Vamos falar do caso do João, 14 anos. O João pratica uma modalidade coletiva e, num jogo de domingo, torce o pé. O pé inchou muito, ficou negro, uma bela “batata”. As dores eram terríveis, portanto, a mãe levou-o ao hospital. Descobriu-se que não havia fratura, ia estar uma semana de canadianas, mais três sem praticar a atividade, depois, estava livre (o que foi proposto foram quatro semanas de inatividade e depois começar, sem qualquer tipo de preparação, com a intensidade máxima? Fantástico!). O João, a partir da semana de paragem, pôs mãos à obra, pesquisou exercícios de fortalecimento, mobilidade, até corrida, que, no caso da sua modalidade, fazia sentido. O João é um atleta acima da média no que toca a literacia em saúde, para não falar que se responsabilizou pelo próprio processo de reabilitação, o que é uma lufada de ar fresco para um fisioterapeuta. É libertador quando se encontra alguém assim: que procura ajuda, que o guiem, mas que não façam por ele, o que ele pode muito bem fazer. Quando chegou à fisioterapia, estava sem qualquer dor, qualquer limitação de amplitude de movimentos, mesmos níveis de força equiparando com o lado oposto, sem dificuldade no salto ou absorção de impacto, etc.
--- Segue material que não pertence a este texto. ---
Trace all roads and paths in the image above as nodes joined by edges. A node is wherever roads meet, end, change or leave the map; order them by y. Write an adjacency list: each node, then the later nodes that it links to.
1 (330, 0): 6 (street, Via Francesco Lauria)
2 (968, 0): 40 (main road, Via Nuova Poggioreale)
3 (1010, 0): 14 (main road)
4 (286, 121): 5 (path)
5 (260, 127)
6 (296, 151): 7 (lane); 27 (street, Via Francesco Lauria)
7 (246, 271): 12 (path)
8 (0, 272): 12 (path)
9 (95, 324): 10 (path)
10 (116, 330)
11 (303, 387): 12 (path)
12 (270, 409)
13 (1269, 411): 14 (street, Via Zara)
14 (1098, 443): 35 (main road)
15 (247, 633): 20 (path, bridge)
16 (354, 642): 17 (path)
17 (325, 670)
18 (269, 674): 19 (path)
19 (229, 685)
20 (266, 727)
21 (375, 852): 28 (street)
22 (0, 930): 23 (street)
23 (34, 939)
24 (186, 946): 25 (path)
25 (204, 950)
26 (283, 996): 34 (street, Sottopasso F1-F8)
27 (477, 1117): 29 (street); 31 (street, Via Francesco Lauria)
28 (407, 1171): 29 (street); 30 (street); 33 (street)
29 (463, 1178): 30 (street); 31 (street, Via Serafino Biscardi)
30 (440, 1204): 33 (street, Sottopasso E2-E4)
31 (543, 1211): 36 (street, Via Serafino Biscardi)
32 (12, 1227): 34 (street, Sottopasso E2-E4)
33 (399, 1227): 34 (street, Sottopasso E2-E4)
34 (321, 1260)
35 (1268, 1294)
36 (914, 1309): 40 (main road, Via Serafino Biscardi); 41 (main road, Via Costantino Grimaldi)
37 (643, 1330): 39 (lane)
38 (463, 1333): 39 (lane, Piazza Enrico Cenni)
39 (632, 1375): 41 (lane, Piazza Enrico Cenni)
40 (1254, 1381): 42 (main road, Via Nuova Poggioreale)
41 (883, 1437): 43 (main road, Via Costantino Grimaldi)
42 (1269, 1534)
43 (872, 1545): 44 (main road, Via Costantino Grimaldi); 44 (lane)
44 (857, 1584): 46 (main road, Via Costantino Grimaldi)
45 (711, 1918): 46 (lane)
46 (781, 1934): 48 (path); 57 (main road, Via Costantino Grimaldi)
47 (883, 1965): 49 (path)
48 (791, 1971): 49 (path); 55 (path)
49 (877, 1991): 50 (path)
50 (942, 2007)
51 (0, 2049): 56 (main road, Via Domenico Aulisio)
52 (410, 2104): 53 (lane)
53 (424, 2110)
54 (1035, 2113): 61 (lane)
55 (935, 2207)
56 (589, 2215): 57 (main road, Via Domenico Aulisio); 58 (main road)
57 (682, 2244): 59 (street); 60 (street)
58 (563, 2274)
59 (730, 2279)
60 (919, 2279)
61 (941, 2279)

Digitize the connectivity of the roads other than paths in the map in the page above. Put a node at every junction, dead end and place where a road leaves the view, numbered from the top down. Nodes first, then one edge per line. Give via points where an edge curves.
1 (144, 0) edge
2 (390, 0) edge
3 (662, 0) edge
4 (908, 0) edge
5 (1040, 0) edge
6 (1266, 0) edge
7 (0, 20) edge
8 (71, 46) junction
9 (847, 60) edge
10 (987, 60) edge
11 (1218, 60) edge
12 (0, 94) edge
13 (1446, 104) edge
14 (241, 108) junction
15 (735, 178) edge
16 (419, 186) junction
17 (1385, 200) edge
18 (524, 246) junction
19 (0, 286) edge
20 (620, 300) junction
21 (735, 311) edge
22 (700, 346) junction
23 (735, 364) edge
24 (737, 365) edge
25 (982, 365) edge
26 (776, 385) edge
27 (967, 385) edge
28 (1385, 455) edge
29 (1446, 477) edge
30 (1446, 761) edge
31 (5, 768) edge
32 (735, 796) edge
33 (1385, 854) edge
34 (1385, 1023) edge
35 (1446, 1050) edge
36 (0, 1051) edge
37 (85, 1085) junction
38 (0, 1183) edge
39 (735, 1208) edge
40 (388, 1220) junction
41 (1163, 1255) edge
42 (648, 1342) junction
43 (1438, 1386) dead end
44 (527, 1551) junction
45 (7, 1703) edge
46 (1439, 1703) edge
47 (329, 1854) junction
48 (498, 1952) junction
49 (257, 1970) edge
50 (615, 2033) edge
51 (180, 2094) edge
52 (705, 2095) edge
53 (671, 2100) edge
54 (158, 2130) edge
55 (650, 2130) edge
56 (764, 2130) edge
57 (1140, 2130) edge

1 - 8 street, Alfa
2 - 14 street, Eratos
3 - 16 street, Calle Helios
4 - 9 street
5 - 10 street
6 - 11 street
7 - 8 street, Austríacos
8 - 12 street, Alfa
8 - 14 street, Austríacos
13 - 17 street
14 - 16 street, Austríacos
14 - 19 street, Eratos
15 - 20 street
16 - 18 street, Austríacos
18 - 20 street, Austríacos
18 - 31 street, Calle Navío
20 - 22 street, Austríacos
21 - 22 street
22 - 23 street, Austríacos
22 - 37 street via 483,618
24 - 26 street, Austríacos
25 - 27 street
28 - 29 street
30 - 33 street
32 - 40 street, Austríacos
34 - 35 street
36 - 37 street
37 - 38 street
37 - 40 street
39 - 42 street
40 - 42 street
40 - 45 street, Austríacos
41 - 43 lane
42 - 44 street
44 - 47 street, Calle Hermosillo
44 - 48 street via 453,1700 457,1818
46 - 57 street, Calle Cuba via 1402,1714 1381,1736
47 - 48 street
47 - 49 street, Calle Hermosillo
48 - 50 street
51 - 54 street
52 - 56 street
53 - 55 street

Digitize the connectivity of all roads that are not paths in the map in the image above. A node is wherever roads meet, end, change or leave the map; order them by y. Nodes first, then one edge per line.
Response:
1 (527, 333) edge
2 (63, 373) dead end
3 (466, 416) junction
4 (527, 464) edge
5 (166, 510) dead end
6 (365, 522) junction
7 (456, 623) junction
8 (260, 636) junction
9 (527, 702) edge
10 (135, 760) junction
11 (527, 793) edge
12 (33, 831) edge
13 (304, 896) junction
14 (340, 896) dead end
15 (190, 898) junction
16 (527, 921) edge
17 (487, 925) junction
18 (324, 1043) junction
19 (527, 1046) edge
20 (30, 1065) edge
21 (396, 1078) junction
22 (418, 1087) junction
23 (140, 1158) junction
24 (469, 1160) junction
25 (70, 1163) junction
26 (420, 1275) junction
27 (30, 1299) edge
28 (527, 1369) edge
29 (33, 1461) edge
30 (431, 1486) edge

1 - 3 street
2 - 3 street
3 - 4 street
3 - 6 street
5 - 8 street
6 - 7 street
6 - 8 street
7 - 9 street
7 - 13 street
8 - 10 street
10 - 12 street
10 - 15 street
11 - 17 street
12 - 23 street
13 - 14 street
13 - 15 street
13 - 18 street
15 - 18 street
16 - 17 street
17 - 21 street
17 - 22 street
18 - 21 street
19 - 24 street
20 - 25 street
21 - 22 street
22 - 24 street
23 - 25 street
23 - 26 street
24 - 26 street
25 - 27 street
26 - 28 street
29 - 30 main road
Depois de ser exposto a testes de velocidade, resistência, mudanças de direção, entres outros exercícios de retorno à atividade, começou a treinar de forma condicionada (fazendo exercícios que ainda não levassem ao contacto físico entre atletas). Como correu bem, no dia seguinte, treinou normalmente, e nunca mais voltou ao gabinete da fisioterapia.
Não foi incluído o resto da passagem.